From data privacy and security to transparency in algorithmic decision-making, understanding these principles can help foster an environment conducive to positive student outcomes.

The sections below explore key issues to assist with thinking through which tools to select and use, and to uphold integrity, inclusivity, and student welfare while harnessing the potential of AI tools in education.

Transparency

  • AI complicates and challenges existing practices of gathering, use of, and deployment of personal data. An educator may want to consider what data is being collected by the platform or tool, and how this data may be transformed or redeployed.

    How does the kind of data collected and its use impact your cost benefit analysis of the utility of engaging with the tool or platform?

    Can foregrounding the selection and use of ‘responsible and transparent’ platforms and tools help model best practices and also help students understand appropriate approaches to apply in other contexts.

  • AI tools and platforms interact in new ways with existing understandings of copyright, authorship and moral rights. Moreover - much of their training data exists in a legal grey area - so selection of tools with clear frameworks around authorship and use of copyrighted material will model and direct student behaviour and expectations beyond the assessment and unit.

  • Openness here does not refer to the visibility of the underlying AI model guiding the outputs but to the openness of the organisation/creators and their commitment to transparency in their data sources, training approaches and other structural decisions.

    Does the tool operate within an open source framework or a closed commercial framework?

    Having a clearer picture of the orientation of the provider will help evaluate other components of the tool - and ideally model practices for students that are closer to academic models of knowledge production rather than the closed shop of commercial innovation.

Fairness

  • Following established logics for apps, AI tools are typically offered in combinations of free, freemium and premium options, each with different levels of access and different cost structures.

    Paid access may grant faster outputs or more powerful models, or being able to access the service without rate limits.

    Consider which level of access may be required to effectively use the tool for a given educational application and what strategies may be used to try to ensure fair use across a diverse cohort of students.

    For example, can you require everyone to use only the free version and its functionalities? Should everyone purchase a particular level of access that is clearly identified as a manageable cost associated with undertaking the unit? Can the use case be structured so that receiving a faster output via a paid version does not necessarily disadvantage someone using a free version to accomplish the same task?

  • What levels of technical and content knowledge are necessary for all students to possess in order to equitably use a given tool/platform?

    What support needs to be provided to bridge knowledge gaps across diverse student cohorts?

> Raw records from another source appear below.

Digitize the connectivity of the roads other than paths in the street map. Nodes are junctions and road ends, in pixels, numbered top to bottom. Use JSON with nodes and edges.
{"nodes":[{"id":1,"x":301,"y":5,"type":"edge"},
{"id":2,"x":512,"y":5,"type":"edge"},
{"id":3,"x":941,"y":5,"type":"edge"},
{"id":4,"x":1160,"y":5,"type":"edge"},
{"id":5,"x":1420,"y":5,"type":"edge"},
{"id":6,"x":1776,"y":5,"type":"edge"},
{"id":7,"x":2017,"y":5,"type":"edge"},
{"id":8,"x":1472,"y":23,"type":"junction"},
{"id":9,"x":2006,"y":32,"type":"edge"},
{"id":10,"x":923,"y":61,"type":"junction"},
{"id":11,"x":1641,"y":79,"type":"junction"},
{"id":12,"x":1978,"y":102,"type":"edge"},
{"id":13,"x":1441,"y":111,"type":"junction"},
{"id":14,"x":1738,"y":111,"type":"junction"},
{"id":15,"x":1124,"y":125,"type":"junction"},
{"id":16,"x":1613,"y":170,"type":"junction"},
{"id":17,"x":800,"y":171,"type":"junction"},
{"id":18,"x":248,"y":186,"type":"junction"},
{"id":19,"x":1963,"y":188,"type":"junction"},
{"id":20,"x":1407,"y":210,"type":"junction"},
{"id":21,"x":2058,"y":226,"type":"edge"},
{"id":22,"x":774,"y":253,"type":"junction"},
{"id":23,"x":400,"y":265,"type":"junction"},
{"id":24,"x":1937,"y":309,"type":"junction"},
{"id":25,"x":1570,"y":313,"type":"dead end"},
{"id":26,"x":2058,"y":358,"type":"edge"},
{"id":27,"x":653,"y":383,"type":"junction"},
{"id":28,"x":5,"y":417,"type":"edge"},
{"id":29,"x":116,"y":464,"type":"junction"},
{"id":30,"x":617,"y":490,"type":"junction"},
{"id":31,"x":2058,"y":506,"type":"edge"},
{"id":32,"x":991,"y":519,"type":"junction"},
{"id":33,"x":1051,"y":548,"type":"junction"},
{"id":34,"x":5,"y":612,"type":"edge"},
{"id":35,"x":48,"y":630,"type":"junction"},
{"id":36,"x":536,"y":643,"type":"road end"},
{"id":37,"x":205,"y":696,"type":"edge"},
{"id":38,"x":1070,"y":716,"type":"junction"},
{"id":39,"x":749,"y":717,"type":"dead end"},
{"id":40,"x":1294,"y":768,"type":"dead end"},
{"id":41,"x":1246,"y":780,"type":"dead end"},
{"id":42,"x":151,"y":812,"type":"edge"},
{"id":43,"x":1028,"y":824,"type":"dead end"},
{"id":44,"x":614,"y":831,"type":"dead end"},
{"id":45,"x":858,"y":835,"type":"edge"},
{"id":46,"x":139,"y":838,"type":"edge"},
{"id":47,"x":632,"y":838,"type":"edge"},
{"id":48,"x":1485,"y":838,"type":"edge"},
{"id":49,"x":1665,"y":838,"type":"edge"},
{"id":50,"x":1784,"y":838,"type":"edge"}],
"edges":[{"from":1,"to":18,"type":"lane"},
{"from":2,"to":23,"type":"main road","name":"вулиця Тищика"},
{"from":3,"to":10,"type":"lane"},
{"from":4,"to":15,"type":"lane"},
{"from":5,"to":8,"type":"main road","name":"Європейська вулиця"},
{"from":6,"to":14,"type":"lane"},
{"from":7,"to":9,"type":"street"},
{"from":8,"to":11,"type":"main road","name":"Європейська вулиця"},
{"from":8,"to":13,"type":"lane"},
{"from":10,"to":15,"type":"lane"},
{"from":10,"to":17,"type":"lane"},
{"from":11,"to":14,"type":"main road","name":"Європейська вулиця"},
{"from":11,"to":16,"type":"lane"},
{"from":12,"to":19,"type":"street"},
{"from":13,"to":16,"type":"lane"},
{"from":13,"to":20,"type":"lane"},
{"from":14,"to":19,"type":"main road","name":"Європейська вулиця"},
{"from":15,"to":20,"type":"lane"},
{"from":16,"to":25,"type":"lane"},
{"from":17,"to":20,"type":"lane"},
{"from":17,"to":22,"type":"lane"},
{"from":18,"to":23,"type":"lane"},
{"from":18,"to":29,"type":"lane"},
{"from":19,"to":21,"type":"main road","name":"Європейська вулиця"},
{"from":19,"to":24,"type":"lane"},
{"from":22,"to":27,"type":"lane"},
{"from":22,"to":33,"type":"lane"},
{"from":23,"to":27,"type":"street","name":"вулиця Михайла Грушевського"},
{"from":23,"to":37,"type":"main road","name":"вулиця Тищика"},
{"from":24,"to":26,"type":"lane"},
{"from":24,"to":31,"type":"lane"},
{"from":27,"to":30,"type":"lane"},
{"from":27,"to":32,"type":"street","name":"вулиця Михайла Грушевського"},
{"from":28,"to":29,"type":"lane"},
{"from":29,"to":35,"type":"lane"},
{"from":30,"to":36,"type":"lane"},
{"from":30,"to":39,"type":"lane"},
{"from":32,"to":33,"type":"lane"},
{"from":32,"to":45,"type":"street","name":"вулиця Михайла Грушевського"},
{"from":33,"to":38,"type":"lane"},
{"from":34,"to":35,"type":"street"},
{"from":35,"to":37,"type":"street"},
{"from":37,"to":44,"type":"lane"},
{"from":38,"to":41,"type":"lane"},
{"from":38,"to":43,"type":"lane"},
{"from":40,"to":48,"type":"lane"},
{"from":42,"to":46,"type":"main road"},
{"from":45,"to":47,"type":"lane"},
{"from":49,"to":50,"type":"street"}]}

    Some students may already be literate in the forms, approaches and understanding of certain tools or models - and how might that may advantage or disadvantage them.

  • There are technical and physical barriers to entry for incorporating some technologies into educational deliveries - including specialist hardware and familiarity with software environments.

    There are specific models that can be run locally - either on GPUS or on apple silicon. This can be a way of bypassing paid services, or rate limitation - but does come with technical and hardware barriers. In many ways engagement with AI models on a local machine/server is preferred as this controlled environment mitigates all some concerns regarding data privacy, training etc - but it opens up considerations about technical approach, and the resources required to run these.

  • Engagement with tools is not without effort - time is required to understand the tool, approach, interface, and conventions. This cognitive load can impact on learning experiences and student wellbeing. If learning is structured with multiple platforms and tools across a unit - students will need to retain working knowledge of these tools. That is, diversity, range, and types of tools employed in a unit should be carefully considered from the perspective of variations in their interface, approaches, systems and conventions.

  • Having engaged with a tool and developed a working knowledge of its processes - a student should reasonably expect to be able to re-deploy this at a later date - that is, coordinating and planning for consistency of tools across units, year levels, courses, faculties has benefits. Selection of tools should consider student experiences in other units - and there may need to be consultation around a set pathway through and appropriate scaffolding of specific AI tools across areas of study within courses.

  • AI tools and their underlying models have embedded, visible and hidden biases. Commercial services may have worked to add guide rails but the biases will still be present based on training data, training method, biases in human trainers or the user group, and intent/purpose of the tool. This means that approaches toward cultural safety are paramount - and selection of tools should consider their predisposition to generate biased, inflammatory or discriminatory content.

    Open discussions about bias with students can foster critical engagement with information and AI outputs.

Ethical Considerations

  • Engaging with these tools raises issues with both appropriate authorship and ownership of training material. Tools also prompt questions about how submitted material may be used to further train or refine models - and how platforms plan to retain data for these purposes.

    On a personal level, you may consider how and why you are directing students to engage with tools that have been assembled from stolen, scraped, and copyright infringing datasets. On a practical level, you may want to consider the durable contributions your students may be making to specific platforms and tools.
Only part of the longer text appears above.